It crossed my mind for a moment that she was the same age as my daughter. If she had fey ancestry then maybe she truly had vanished from sight. Is that what was going on? Were these girls disappearing because they were fey?
Greg looked at Martha and then at me. "I need a word."
"What kind of a word?" I glanced from one to the other. Martha's scowl did not improve.
Greg eased around Martha, steering her towards the stairs. "Thank you, Mrs Humphries, you've been most helpful. Neal will be able to help me out now. Done all you can do in the circumstances. Thanks very much for your help."
"There's something going on here. I can smell it," she protested.
Greg wasn't to be distracted. "I'll handle it, don't you worry."

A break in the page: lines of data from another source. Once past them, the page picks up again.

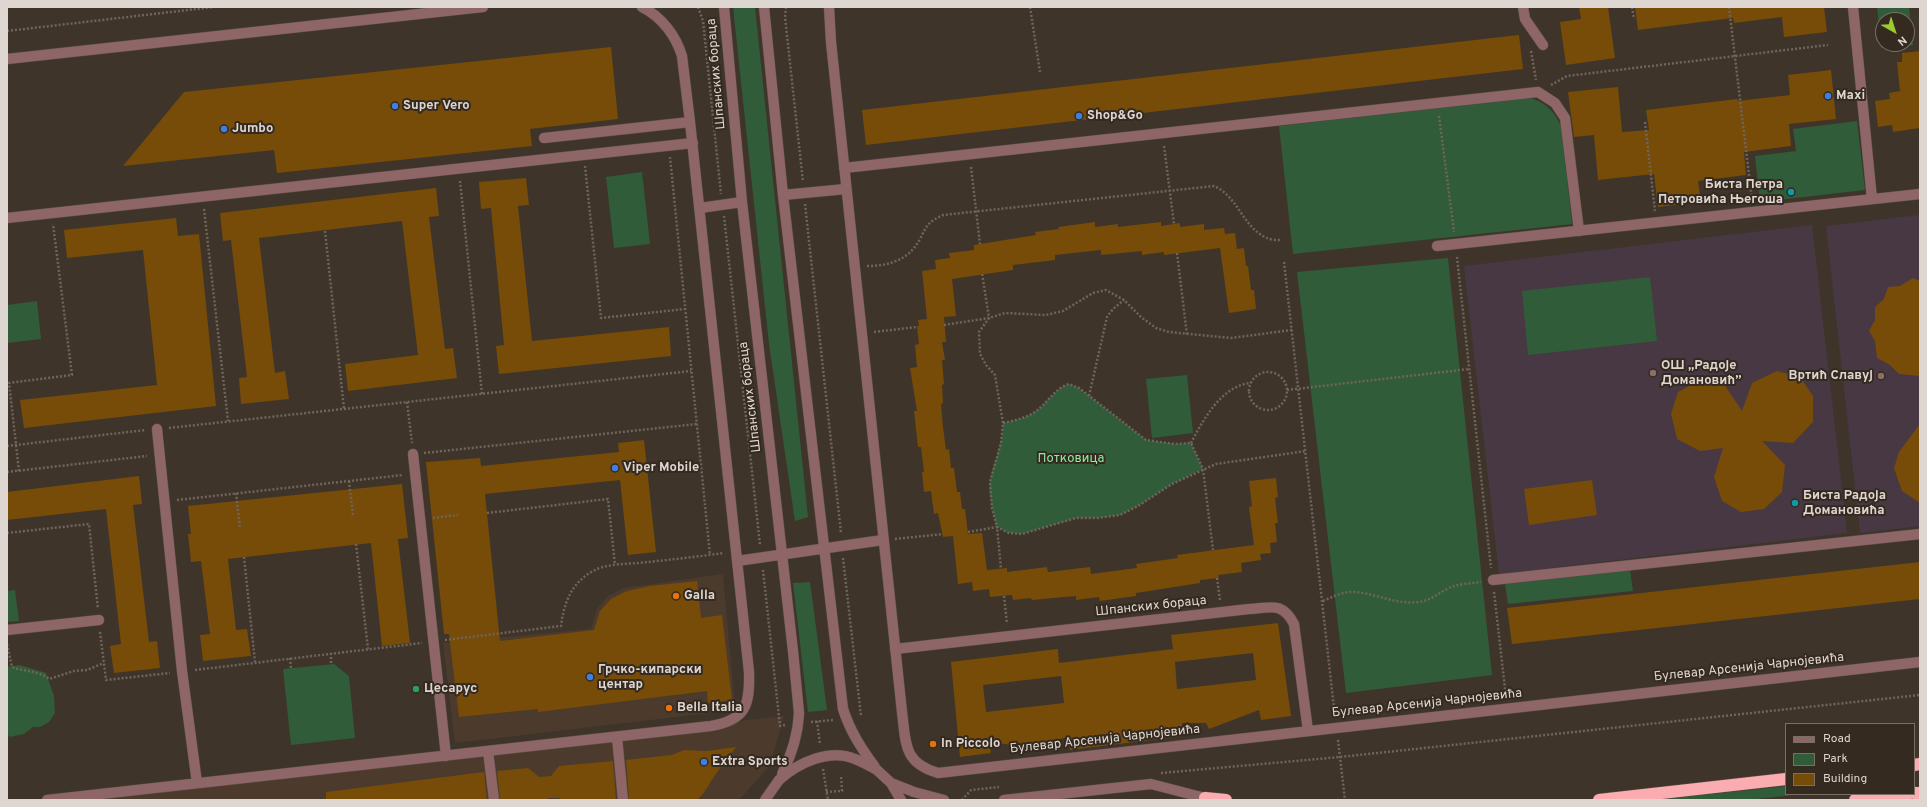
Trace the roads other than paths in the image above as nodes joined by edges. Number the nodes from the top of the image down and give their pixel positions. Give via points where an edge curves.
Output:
1 (483, 7) edge
2 (642, 7) edge
3 (717, 7) edge
4 (724, 7) edge
5 (765, 7) edge
6 (829, 7) edge
7 (1523, 7) edge
8 (1853, 7) edge
9 (726, 24) junction
10 (1543, 45) dead end
11 (7, 59) edge
12 (690, 122) junction
13 (544, 138) dead end
14 (693, 143) junction
15 (844, 168) junction
16 (846, 188) junction
17 (1920, 194) edge
18 (783, 195) junction
19 (1872, 199) junction
20 (742, 202) junction
21 (700, 208) junction
22 (7, 218) edge
23 (1578, 231) junction
24 (1437, 246) dead end
25 (157, 429) road end
26 (413, 454) road end
27 (1920, 534) edge
28 (883, 540) junction
29 (824, 549) junction
30 (782, 555) junction
31 (737, 556) junction
32 (1493, 580) road end
33 (99, 620) road end
34 (7, 630) edge
35 (895, 649) junction
36 (1920, 662) edge
37 (1308, 731) junction
38 (617, 737) junction
39 (488, 751) junction
40 (446, 756) junction
41 (877, 770) junction
42 (1785, 779) edge
43 (778, 780) junction
44 (197, 783) junction
45 (891, 783) junction
46 (1899, 795) edge
47 (1205, 798) junction
48 (47, 800) edge
49 (494, 800) edge
50 (623, 800) edge
51 (765, 800) edge
52 (901, 800) edge
53 (944, 800) edge
54 (1004, 800) edge
55 (1186, 800) edge
56 (1226, 800) edge
57 (1599, 800) edge
58 (1855, 800) edge

1 - 11 street
2 - 12 street via 665,24 679,46
3 - 9 street
4 - 9 street, Шпанских бораца
5 - 18 street
6 - 15 street
7 - 10 street via 1525,20
8 - 19 street
9 - 20 street, Шпанских бораца
12 - 13 street
12 - 14 street
14 - 21 street
14 - 22 street
15 - 16 street
15 - 23 street via 1538,92 1555,103 1564,118
16 - 18 street
16 - 28 street
17 - 19 street
18 - 29 street
19 - 23 street
20 - 21 street
20 - 30 street, Шпанских бораца
21 - 31 street
23 - 24 street
25 - 44 street via 182,671
26 - 40 street
27 - 32 street
28 - 29 street
28 - 35 street
29 - 30 street
29 - 41 street, bridge via 843,709 856,741
30 - 31 street via 762,558
30 - 43 street, Шпанских бораца, bridge via 799,713 791,756
31 - 38 street via 749,672 748,702 733,720 721,724
33 - 34 street
35 - 37 street, Булевар Арсенија Чарнојевића via 906,745 912,759 923,769 938,773
35 - 37 street, Шпанских бораца via 1281,608 1288,613 1294,624
36 - 37 street, Булевар Арсенија Чарнојевића
38 - 39 street
38 - 50 street
39 - 40 street
39 - 49 street
40 - 44 street
41 - 43 street, bridge via 854,758 824,757 808,761
41 - 45 street
42 - 57 highway
43 - 51 street, Шпанских бораца
44 - 48 street
45 - 52 street
45 - 53 street
46 - 58 highway
47 - 54 street via 1151,784
47 - 55 street
47 - 56 highway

He escorted her to the fire door and waited until it swung closed behind her. I could hear her disgruntled tread on the staircase, all the way down. I left the door ajar and picked up my sword, keeping my body between the doorway and the weapon until it was an umbrella that I held in my hand.
Greg appeared in the doorway.
"Don't know how long we've got."
"Until what?"
"She was meant to come straight home from school. She's not home and she's not at friends'. Her mum's worried sick. She's already called the police. Her dad's going spare, saying it's all Karen's fault."
"You're worrying too much. She'll be behind the bus shelter with a boy or down the chip shop with her friends. I have to go."
"Where?"
"London, Shropshire… I'm not sure yet. I have a message to deliver."
"Can't leave now. We need you."
"I'm needed elsewhere."
I moved towards the door, but Greg filled the doorway. I halted in front of him. "She's probably fine. What makes you think she's not?"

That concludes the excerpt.